Today, the jampacked 187,000-square-foot facility produces 225 items on three croissant and two sweet goods lines. With the bakery busting at the seams, the temporary roadblock halted the execution of what had become a long pipeline of new products, said George Caparos. Still, the company discovered creative ways — including scheduling adjustments to maximize manpower with 12-hour shifts for supervisors — to eke out efficiencies to meet the needs of existing accounts and to even add some new business, albeit with a few limitations.

“We’ve said no new s.k.u.s (stock-keeping units), but we’ve been able to add on customers or added volume as long as it’s with an existing product,” he said. “We did the same thing on the Danish side. We had to turn down requests to add a different flavor or something that would cause a hiccup in the flow of the process. We had to make serious decisions to hold off on an opportunity so we can focus on providing the service that we’re known for.”

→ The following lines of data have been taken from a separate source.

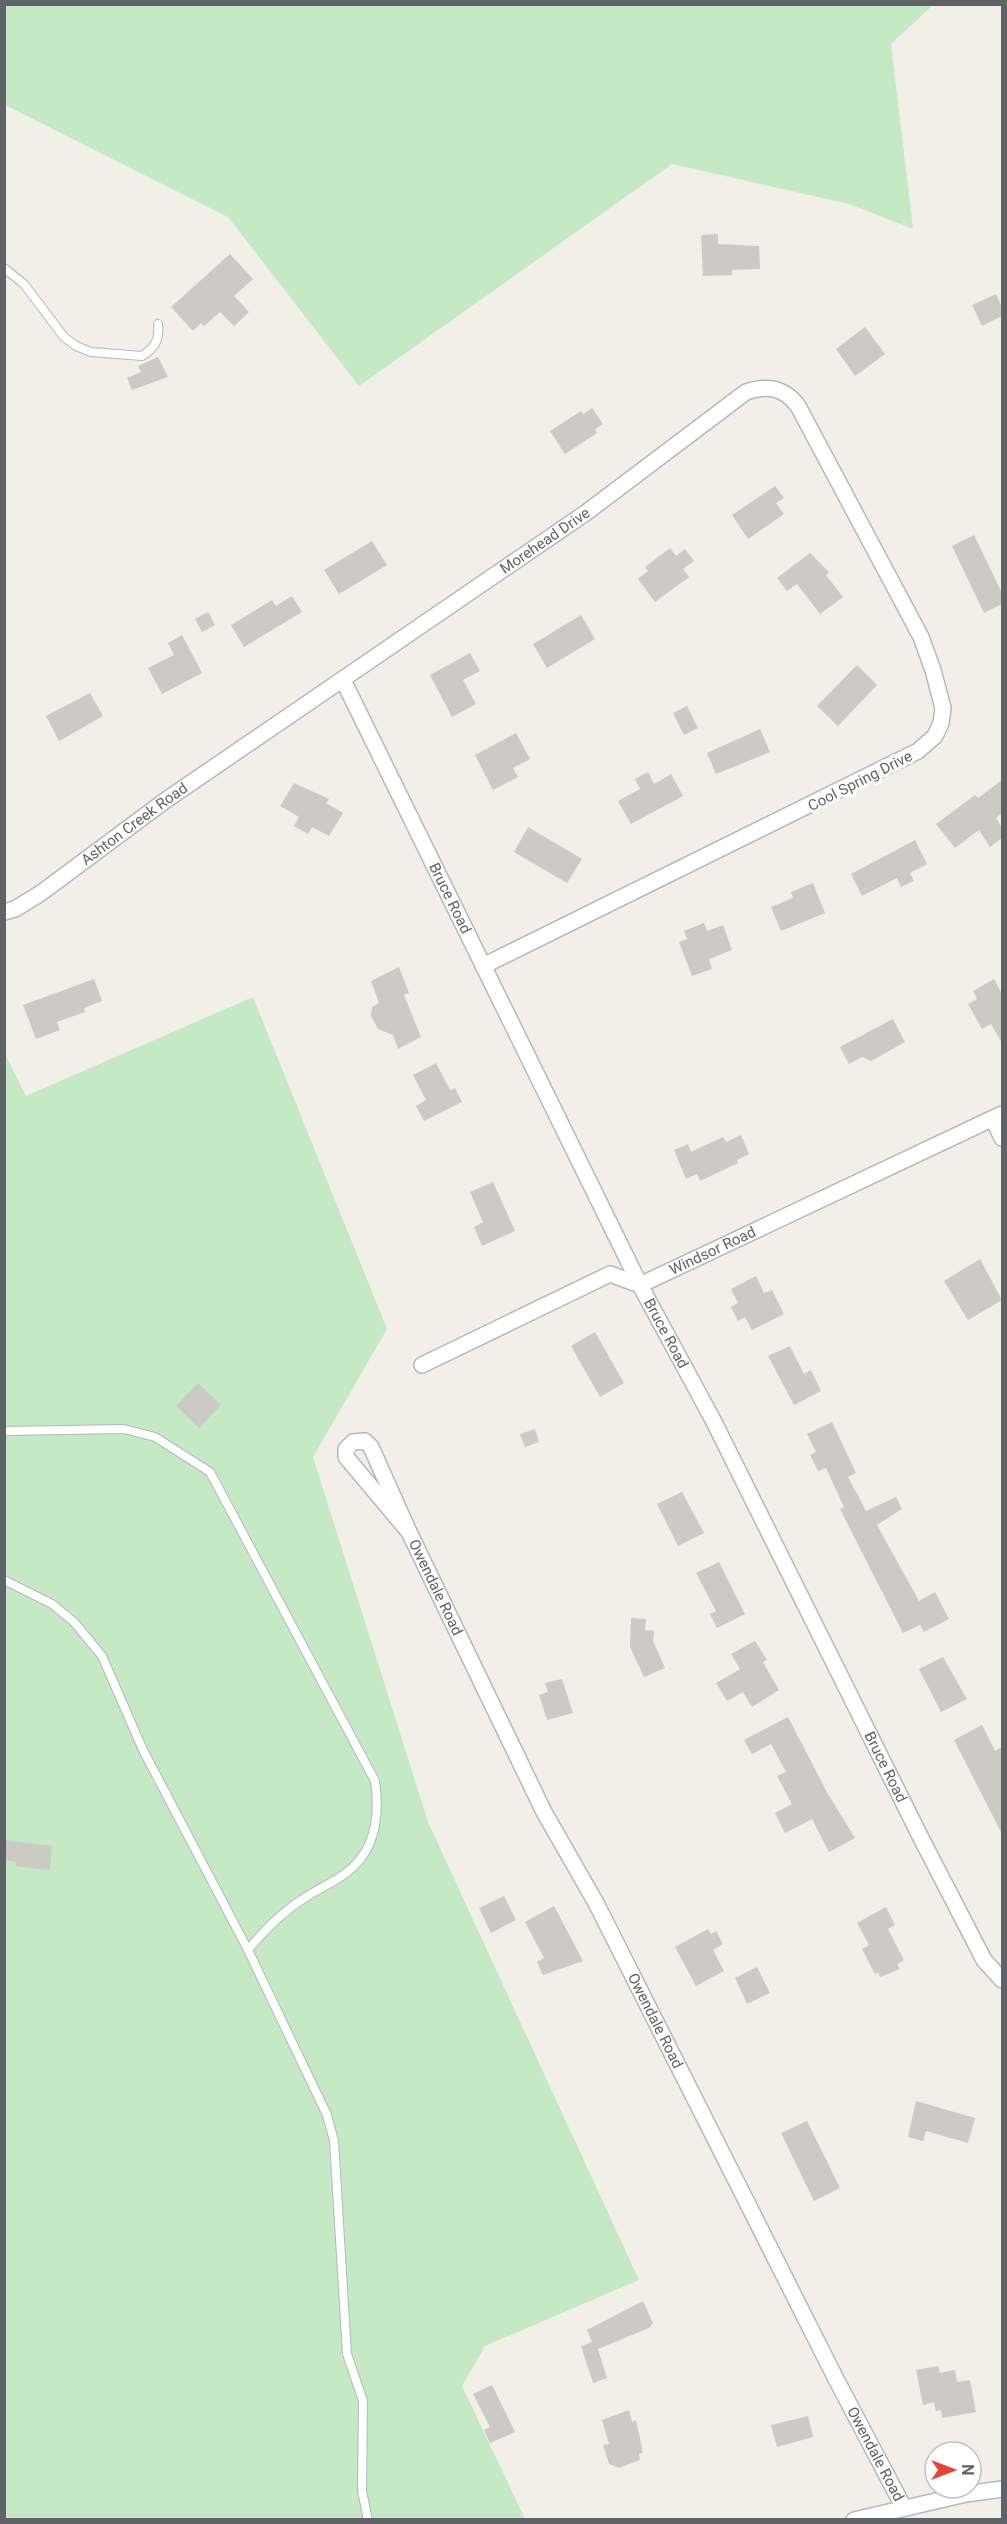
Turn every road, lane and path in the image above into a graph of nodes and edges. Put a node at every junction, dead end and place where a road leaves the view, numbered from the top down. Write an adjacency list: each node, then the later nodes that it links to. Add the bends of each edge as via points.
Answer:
1 (4, 268): 2 (lane, via 24,284 64,337 91,352 142,356 156,344)
2 (158, 324)
3 (814, 436): 4 (street, Morehead Drive, via 786,393 761,387 746,392 587,512); 7 (street, Cool Spring Drive, via 921,637 943,708 935,736 897,762)
4 (343, 680): 5 (street, Morehead Drive); 7 (street, Bruce Road)
5 (262, 734): 6 (street, Ashton Creek Road, via 41,893)
6 (4, 912)
7 (483, 966): 10 (street, Bruce Road)
8 (998, 1117): 9 (street); 10 (street, Windsor Road)
9 (1002, 1138)
10 (640, 1286): 11 (street, via 610,1274); 16 (street, Bruce Road, via 713,1420 984,1960)
11 (422, 1365)
12 (4, 1431): 15 (lane, via 124,1430 155,1437 210,1472 375,1781 377,1823 356,1864 284,1912)
13 (409, 1532): 13 (street, Owendale Road, via 346,1457 346,1449 353,1442 365,1442 371,1447); 18 (street, Owendale Road, via 544,1812 596,1903)
14 (4, 1580): 15 (lane, via 52,1604 74,1622 102,1656 143,1750)
15 (248, 1950): 19 (lane, via 327,2115 334,2141 346,2354 363,2401 362,2491)
16 (1002, 1980)
17 (1002, 2489): 18 (street)
18 (904, 2508): 20 (street)
19 (368, 2520)
20 (854, 2520)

With this stopgap measure in place, Gold Standard Baking embarked on a long-term solution to build a second bakery and position the company for a golden era of prosperity. The company weighed multiple options, but it decided to stay close to home and set up shop in Pleasant Prairie, Wis.

“Everything pointed for us to build a plant in the Southeast or West coast, but when it came down to the end of the day, for us, it was, ‘How do you control the intangibles and continue to be who you are in the marketplace?’” Yianny Caparos explained. “And that was to build our expansion somewhere close to where it’s manageable for us to run the business with our personality, culture and philosophy. That’s why we chose southern Wisconsin. It’s only 60 miles from our Chicago bakery. It allows us to share the management and executive teams within the two facilities.”

With the start-up scheduled for this summer, the 200,000-square-foot facility will initially house one of the largest croissant lines in the nation — turning out 42,000 fully baked pastries an hour. Within a year, Yianny Caparos expects some 80 employees working on three shifts or 120 hours a week.

Moreover, the company already plans to install a second line in early 2018. Eventually, most likely in five years or fewer, Gold Standard Baking expects to invest more than $42 million to install up to five lines with 300 employees and see upwards of $200 million in annual sales, said Yianny Caparos.

He noted key equipment partners at Pleasant Prairie include a Shick Solutions ingredient handling system; Shaffer, a Bundy Baking Solution, mixer; Rademaker makeup line; CBF Bakery Systems proofing and oven loading; Babbco tunnel oven; Tecnopool spiral cooling; and LeMatic bulk slicing and packaging.

While the Pleasant Prairie bakery should relieve the pressure at the Chicago plant, that respite will likely be short-lived.

“George already has a pipeline of new business to come on board,” Yianny Caparos pointed out. “It won’t put us at an overcapacity position like today, but it will put us in a very comfortable position in operations.”